De plus, je suis jumeau et c'est quelque chose qui a fortement influencé ma perception du monde et de l'identité en particulier. La question du temps aussi est au cœur de mon travail. Pour moi, c'est une continuité où peu de choses changent en profondeur car les problèmes restent les mêmes, et c'est ce que j'interroge à travers mes œuvres. Cela ne veut pas dire que je ne ressens pas l'actualité. En vérité, c'est même l'inverse car celle-ci influence fortement mon art. Par exemple, le 11 septembre et les tours jumelles ont eu pour moi une résonance particulière, à cause de ce lien symbolique avec ma propre gémellité.
C'est votre première exposition au Portugal. Quel regard portez-vous sur cette expérience ?
C'est effectivement la première fois que j'expose ici et ce sont un peu les hasards de la vie qui m'y ont amené. Jean-Michel Albert, le responsable de l'association Alfa qui m'aide pour cette exposition a vécu à Tours, comme moi et mon fils, qui avait le désir de travailler au Portugal, et s'est finalement installé à Porto avec ses enfants. Cela crée un lien indirect avec cette culture.
Dans mon enfance, à Toulouse, il y avait beaucoup de réfugiés espagnols et portugais. Je garde une image très positive de ces communautés, que je percevais comme des gens courageux, des travailleurs. Cela me touche aujourd'hui de pouvoir présenter mon travail ici, c'est la première fois que j'aurai un contact direct avec le public portugais.
L'exposition a-t-elle été pensée en fonction du lieu, ou en contraste avec celui-ci ?

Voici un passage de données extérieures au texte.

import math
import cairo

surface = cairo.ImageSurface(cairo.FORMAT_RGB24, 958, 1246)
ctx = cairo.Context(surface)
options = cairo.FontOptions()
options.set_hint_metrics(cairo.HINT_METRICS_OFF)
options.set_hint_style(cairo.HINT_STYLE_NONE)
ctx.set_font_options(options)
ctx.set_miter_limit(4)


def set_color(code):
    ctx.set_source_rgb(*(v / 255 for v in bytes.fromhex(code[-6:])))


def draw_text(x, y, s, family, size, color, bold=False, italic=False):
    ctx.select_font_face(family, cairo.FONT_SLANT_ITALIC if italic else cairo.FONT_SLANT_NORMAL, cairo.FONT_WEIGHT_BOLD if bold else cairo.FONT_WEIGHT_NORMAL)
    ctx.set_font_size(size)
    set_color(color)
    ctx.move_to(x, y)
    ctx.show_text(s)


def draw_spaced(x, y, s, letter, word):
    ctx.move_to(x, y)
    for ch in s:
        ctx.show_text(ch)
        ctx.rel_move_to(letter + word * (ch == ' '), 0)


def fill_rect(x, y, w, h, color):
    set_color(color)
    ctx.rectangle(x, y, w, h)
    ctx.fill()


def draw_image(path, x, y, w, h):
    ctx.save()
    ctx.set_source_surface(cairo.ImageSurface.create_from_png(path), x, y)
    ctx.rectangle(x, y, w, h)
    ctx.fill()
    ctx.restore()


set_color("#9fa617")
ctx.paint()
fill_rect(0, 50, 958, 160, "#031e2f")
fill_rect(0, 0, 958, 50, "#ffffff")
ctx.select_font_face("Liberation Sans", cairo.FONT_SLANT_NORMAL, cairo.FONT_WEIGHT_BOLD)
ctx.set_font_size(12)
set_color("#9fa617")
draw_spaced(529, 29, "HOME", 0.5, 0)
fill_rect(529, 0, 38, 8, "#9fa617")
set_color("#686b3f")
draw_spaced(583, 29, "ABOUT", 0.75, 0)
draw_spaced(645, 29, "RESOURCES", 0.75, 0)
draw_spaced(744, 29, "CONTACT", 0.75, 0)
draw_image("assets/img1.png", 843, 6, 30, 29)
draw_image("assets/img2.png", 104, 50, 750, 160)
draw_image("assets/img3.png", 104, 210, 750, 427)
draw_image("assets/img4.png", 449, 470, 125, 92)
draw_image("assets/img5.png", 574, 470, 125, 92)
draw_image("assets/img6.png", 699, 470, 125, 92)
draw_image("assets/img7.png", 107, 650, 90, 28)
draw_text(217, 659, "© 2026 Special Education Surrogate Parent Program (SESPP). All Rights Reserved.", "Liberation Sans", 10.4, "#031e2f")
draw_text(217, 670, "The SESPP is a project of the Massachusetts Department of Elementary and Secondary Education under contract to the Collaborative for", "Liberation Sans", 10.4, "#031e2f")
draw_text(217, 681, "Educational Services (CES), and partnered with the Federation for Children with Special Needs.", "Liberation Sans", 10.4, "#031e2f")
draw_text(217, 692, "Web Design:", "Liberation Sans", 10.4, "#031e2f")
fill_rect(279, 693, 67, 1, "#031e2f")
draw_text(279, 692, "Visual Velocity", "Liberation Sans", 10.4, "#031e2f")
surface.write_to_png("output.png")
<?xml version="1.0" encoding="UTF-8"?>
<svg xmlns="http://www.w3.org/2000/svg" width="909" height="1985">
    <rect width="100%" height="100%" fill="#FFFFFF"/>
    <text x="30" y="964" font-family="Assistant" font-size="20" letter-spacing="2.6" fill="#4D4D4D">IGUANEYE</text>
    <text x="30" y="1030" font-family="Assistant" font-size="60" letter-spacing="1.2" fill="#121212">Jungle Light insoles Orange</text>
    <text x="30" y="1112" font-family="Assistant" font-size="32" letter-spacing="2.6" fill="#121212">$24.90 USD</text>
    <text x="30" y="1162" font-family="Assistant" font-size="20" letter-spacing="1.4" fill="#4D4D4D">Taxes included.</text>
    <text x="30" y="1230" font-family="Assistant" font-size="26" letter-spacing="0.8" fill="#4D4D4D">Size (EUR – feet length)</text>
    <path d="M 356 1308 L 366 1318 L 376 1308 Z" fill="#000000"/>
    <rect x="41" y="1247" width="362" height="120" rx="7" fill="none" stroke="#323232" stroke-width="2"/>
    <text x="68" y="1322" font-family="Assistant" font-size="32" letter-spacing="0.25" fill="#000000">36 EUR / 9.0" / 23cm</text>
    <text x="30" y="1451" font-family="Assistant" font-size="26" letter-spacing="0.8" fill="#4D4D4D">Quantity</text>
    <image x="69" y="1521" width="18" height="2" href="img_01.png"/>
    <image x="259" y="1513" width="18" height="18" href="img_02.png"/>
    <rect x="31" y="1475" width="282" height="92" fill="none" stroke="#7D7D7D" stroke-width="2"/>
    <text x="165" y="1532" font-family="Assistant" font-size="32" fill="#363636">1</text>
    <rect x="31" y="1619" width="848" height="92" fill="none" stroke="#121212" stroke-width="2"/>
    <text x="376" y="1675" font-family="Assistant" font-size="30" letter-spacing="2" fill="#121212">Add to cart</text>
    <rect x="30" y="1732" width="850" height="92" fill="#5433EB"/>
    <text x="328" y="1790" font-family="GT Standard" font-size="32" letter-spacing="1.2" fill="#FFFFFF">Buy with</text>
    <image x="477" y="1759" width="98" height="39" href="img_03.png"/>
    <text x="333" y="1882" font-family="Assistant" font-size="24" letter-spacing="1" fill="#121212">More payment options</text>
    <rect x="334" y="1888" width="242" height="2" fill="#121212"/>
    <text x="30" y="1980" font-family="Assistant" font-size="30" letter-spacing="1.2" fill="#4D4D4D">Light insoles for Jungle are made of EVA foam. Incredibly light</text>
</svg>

L'exposition "Passages" ne s'est pas construite en fonction du lieu. Elle est née d'abord à travers la visite de mon atelier, à Tours, par Jean-Michel Albert. Il a pu découvrir ce qui était accroché aux murs, les œuvres présentes, les matières, les directions de travail. C'est à partir de cette immersion dans mon univers que l'exposition a commencé à prendre forme.
Comment avez-vous sélectionné les œuvres présentées ?
Le paradoxe d'une exposition comme celle-ci, c'est l'espace limité, qui impose de choisir. Contrairement à ce que l'on voit souvent : des artistes qui exposent leurs travaux les plus récents, créant une unité visuelle, ici, ce n'était pas l'objectif. Mon travail s'étend depuis les années 60, et chaque période est liée à des événements historiques importants.
Par exemple, j'ai vécu trois ans en Guadeloupe, ce qui m'a profondément marqué. Mon parcours a toujours été sinueux : études religieuses à Toulouse, un CAP d'ajusteur avec une connaissance du monde ouvrier, puis les Beaux-Arts. J'ai aussi enseigné, dans la technique à Paris, puis j'ai été nommé en Guadeloupe. Là-bas, j'ai exposé et même vendu une œuvre à une personnalité guadeloupéenne connue. Cela m'a donné un autre regard sur la société, et sur l'engagement, notamment après 1968, où tout était politiquement très chargé. Cet engagement ne se voit pas forcément dans cette exposition "Passages", mais il est inscrit dans mon histoire, l'actualité a guidé beaucoup de mes œuvres.

Quelle est votre relation à la matière, notamment aux objets récupérés et à l'écriture ?
J'ai toujours aimé jouer avec les références de l'histoire de l'art, mais en les détournant à l'écrit, à travers des jeux de mots par exemple. Et j'ai toujours travaillé avec des matériaux récupérés. C'est une habitude qui me vient de mon enfance. J'ai vu ma mère, pendant la guerre, tout garder : bouts de carton, ficelles... C'était une question de survie. Le paradoxe d'aujourd'hui c'est que l'on récupère parce qu'on a trop, mais le geste est le même. Et si vous voulez, ça m'est resté cette habitude de se dire "et ça, qu'est-ce qu'on peut en faire ?". Que peut-on faire d'un déchet ?
Pour moi, le déchet est un révélateur. Je me souviens, je possédais une maison au bord de la mer quand une marée noire a frappé les côtes bretonnes. Sur la plage, j'ai retrouvé des nœuds de corde enduits de goudron et des bidons avec lesquels j´ai fait des masques.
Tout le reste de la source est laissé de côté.